Restraining Order on Ferguson-Area Police


     ST. LOUIS (CN) – A federal judge in St. Louis issued a temporary restraining order Thursday, requiring law enforcement officers to warn protesting crowds before using tear gas.
     U.S. District Judge Carol Jackson’s ruling stems from a lawsuit filed Monday by six Ferguson protesters who claim use of tear gas and other heavy-handed police tactics are a form of intimidation and chills their right to free speech.
     Jackson’s order requires that police warn crowds of the impending use of tear gas, provide reasonable time for protesters to disperse and to allow crowds means of safe egress.
     The order does not define what the court considers reasonable.
     Jackson said at a hearing Thursday that she would leave that up to police discretion.
     The judge said at the hearing that people may engage in peaceful, nonviolent political speech without being lumped in with criminals.
     “There was no distinction drawn in the way peaceful protesters were treated and the way criminals were treated, even though the police do make those distinctions in other situations,” Jackson said.
     Jackson, however, rejected the protesters’ request that tear gas be used only as a last resort. She found there was no way to gauge that circumstance.
     Judge Jackson will hold a hearing on the request for a preliminary injunction on Jan. 6, 2015.
     Plaintiffs on Thursday testified in detail about the policing of the Ferguson protests that began in August. Police officers from St. Louis City and County testified in the hearing that they did what was necessary to control the sometimes violent protests.

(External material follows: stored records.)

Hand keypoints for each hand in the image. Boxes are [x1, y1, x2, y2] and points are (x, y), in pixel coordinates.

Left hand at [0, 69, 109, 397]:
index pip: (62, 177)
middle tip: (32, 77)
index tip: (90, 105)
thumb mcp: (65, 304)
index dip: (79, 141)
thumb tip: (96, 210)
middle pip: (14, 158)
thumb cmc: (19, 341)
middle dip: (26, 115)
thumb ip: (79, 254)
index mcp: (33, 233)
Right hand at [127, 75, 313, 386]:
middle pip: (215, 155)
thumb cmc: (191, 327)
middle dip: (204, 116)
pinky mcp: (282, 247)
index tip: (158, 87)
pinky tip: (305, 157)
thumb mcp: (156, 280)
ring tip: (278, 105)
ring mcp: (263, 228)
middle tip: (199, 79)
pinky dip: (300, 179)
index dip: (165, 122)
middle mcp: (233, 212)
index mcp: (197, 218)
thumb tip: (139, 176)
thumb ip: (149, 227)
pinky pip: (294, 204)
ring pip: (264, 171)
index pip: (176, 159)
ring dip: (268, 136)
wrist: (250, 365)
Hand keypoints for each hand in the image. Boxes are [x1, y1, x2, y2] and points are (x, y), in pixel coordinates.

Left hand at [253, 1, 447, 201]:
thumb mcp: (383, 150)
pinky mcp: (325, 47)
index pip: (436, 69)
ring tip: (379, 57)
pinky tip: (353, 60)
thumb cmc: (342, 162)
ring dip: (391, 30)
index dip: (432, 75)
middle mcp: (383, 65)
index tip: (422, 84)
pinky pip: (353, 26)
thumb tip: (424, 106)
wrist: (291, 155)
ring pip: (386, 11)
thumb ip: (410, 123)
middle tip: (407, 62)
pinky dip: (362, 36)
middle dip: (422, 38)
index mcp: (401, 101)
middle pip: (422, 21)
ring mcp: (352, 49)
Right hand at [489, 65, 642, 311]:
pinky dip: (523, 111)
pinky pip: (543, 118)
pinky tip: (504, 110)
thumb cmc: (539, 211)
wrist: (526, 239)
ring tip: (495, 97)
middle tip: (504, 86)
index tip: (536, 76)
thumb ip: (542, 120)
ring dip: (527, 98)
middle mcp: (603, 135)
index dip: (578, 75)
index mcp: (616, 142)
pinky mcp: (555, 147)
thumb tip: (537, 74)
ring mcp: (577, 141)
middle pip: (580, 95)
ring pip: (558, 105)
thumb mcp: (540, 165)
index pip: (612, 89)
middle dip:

     Bob Grant, deputy St. Louis County counselor, told the Post-Dispatch: “Our position is that the police acted properly and did not use excessive force or use weaponry that was uncalled for.”
     The protests began after Ferguson police Officer Darren Wilson fatally shot Michael Brown on Aug. 9. Looting and violence marked the early days of the protests and flared up again after a grand jury declined to indict Wilson on Nov. 24.
     “We’re not asking for crazy things here,” plaintiffs’ attorney Thomas B. Harvey told the Post-Dispatch. “Wear your ID. If you’re going to make your announcement to disperse, give people the right, a place, a way that they can comply with that order, and if you’re going to declare something an unlawful assembly, follow the statute.”